Here is how the strategy worked in the good ole days...
-Some banks and credit unions combined a 1st lien 30yr fixed rate loan or ARM with an embedded HELOC. Except the entire loan could be a HELOC. But there was only one loan balance and one monthly payment.
-The idea was that you parked all of your cash at the bank and the bank only accrued interest on the net balance. So in theory your w-2 income was deposited into the account reducing your mortgage principal and over the month you would pay your bills and the balance would rise back up.
-The win for you was the reduced interest paid over the month on a somewhat smaller balance. The win for the bank was additional cheap deposits that they could redirect to more profitable, short-term commercial loans.
-Where we really made our money was gaming the system so to speak.
-Mortgage rates were 6-7% depending on your desired term and index. Other banks and credit unions would offer prime + HELOCs with a two year teaser rate of 1-2%. You would move your 7% first lien money to your 1% HELOC and rake in the cash in the form of reduced borrowing costs. Once the HELOC term ran out you would rinse and repeat.

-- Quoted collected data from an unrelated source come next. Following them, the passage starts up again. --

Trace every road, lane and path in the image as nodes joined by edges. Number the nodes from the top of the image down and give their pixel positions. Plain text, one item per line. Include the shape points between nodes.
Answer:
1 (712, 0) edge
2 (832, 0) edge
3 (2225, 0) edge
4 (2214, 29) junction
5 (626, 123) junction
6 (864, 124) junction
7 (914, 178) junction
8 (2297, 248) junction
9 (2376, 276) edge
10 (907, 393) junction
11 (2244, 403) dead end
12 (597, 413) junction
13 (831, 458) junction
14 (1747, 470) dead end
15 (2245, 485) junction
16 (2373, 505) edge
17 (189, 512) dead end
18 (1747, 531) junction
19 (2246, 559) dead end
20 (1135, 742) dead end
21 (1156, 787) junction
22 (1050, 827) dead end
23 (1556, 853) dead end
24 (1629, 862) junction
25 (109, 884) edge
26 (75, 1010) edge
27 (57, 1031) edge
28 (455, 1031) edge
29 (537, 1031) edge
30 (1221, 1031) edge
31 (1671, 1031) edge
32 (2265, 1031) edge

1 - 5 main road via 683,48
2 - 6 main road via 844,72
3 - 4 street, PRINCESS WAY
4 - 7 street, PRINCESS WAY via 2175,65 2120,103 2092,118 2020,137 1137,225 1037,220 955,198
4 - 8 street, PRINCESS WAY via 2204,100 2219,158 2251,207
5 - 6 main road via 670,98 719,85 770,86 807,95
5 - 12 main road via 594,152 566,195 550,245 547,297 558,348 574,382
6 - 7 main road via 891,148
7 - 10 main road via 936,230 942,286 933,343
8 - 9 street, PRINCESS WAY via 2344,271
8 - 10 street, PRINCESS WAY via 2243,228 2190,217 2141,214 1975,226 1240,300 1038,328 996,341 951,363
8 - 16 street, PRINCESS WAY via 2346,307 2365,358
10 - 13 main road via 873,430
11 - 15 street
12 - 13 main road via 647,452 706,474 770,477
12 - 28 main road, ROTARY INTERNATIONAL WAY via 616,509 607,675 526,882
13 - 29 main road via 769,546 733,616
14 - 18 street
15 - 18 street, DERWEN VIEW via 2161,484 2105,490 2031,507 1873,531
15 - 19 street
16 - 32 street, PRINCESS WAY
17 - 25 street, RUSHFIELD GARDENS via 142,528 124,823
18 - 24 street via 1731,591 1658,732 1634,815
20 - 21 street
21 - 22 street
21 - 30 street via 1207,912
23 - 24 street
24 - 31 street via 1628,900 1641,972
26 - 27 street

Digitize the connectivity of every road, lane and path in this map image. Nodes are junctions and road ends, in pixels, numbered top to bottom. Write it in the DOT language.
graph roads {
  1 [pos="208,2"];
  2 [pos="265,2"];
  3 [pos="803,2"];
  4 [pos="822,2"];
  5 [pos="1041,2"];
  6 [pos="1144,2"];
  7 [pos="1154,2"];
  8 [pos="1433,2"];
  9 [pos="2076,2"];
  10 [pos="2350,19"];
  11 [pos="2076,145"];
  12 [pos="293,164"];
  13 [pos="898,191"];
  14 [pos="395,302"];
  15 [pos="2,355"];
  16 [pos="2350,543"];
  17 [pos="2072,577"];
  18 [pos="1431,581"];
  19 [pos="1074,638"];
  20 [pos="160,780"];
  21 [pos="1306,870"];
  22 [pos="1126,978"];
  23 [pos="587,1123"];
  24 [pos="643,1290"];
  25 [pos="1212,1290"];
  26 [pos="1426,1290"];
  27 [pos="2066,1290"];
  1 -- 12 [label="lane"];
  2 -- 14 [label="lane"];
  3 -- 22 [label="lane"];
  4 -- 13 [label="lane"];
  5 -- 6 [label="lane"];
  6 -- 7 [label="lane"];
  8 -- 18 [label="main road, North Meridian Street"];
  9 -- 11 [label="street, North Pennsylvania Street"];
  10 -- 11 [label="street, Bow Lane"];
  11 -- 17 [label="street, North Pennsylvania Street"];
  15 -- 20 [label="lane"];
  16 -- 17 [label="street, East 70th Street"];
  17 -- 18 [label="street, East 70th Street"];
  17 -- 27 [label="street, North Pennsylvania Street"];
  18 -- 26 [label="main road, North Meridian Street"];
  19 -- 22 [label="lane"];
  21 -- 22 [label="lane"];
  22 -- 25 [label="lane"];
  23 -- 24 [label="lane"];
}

-If you had lots of properties you could essentially bring your cost of funds down by 50%. Scale it up and you were basically printing money.
-The arbitrage is now gone. You can still work it but your yield is basically zero. Your better strategy is to just pay down your debt. The secret of the good ole days was having the 1st lien double as the HELOC. Those days are over for now.
-The game will come back when mortgage rates go back to 7-8% and the teaser HELOCs return. But I'm guessing we are a ways from that.